● How to complete this task: Using the data that follows, give the number of lines in which the word "Pathankot" occurs. Write only the number.

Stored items
== Segment start ==

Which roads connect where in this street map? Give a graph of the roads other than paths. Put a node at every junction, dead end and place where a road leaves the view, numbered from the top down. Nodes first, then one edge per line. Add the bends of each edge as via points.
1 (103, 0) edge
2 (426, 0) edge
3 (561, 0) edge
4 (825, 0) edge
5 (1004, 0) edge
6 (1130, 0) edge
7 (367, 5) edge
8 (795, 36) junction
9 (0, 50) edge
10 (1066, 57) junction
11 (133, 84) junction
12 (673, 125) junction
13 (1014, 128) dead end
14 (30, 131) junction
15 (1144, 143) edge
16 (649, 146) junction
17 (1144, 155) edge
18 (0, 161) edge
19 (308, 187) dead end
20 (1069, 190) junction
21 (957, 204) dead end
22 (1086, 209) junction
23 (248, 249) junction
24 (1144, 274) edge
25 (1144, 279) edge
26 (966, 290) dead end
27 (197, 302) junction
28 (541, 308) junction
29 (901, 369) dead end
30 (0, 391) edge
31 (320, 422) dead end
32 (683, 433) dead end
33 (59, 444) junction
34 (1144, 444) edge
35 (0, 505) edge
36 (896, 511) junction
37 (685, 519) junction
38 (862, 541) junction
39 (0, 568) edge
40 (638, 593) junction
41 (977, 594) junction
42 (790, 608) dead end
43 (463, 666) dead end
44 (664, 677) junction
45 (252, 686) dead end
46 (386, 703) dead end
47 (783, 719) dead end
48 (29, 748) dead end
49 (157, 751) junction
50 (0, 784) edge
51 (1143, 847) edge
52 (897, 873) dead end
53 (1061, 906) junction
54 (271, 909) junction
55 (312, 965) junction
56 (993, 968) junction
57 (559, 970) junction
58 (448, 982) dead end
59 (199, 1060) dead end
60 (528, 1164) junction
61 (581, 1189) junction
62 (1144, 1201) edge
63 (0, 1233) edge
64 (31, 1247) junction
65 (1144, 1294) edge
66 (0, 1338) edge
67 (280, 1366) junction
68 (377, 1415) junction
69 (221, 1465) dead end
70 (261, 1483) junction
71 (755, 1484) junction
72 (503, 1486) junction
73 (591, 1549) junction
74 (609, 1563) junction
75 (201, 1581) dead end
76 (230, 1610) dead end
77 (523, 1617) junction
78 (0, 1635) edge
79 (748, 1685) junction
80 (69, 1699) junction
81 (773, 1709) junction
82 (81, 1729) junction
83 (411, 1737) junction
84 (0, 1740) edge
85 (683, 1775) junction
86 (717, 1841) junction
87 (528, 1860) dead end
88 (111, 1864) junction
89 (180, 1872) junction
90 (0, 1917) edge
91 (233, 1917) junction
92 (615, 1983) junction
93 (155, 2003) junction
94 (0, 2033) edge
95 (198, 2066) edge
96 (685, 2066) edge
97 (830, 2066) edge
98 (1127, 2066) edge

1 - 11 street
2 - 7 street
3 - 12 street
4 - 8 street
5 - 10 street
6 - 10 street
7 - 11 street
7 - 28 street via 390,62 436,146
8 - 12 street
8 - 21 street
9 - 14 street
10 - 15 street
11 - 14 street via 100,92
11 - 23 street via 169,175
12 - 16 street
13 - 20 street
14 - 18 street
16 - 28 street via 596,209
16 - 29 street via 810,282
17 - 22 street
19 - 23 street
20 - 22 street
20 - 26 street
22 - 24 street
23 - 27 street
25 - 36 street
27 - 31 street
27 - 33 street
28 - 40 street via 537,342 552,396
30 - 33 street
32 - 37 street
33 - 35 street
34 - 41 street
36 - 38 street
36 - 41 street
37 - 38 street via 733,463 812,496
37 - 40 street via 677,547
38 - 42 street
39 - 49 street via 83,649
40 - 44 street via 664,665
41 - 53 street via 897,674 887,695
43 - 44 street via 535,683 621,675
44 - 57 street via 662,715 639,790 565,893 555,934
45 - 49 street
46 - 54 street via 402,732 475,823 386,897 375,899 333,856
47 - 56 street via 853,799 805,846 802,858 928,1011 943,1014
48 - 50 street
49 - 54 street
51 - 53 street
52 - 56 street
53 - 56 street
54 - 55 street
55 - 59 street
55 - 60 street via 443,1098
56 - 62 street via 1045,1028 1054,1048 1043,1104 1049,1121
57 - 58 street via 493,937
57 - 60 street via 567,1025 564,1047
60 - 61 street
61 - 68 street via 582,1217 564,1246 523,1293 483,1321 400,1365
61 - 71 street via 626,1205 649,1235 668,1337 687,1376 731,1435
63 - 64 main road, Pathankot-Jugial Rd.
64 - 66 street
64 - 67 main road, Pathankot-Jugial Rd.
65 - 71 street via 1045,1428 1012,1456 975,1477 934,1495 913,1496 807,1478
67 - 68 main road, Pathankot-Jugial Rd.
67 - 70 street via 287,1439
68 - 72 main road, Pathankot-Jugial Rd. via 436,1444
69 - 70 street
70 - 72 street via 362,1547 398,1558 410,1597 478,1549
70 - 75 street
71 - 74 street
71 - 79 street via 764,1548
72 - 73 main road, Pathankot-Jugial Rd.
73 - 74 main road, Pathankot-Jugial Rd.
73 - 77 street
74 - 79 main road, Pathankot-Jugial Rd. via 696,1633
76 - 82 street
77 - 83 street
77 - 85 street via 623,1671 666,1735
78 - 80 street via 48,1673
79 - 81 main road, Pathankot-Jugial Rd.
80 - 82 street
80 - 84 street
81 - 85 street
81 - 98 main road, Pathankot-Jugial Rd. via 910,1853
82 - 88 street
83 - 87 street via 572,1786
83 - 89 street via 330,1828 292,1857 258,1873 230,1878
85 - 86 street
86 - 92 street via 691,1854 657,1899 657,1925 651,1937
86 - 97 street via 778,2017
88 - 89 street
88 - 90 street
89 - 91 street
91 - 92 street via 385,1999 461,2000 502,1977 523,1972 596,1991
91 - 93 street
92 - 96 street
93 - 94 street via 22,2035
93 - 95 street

== Segment end ==

● Your response: 9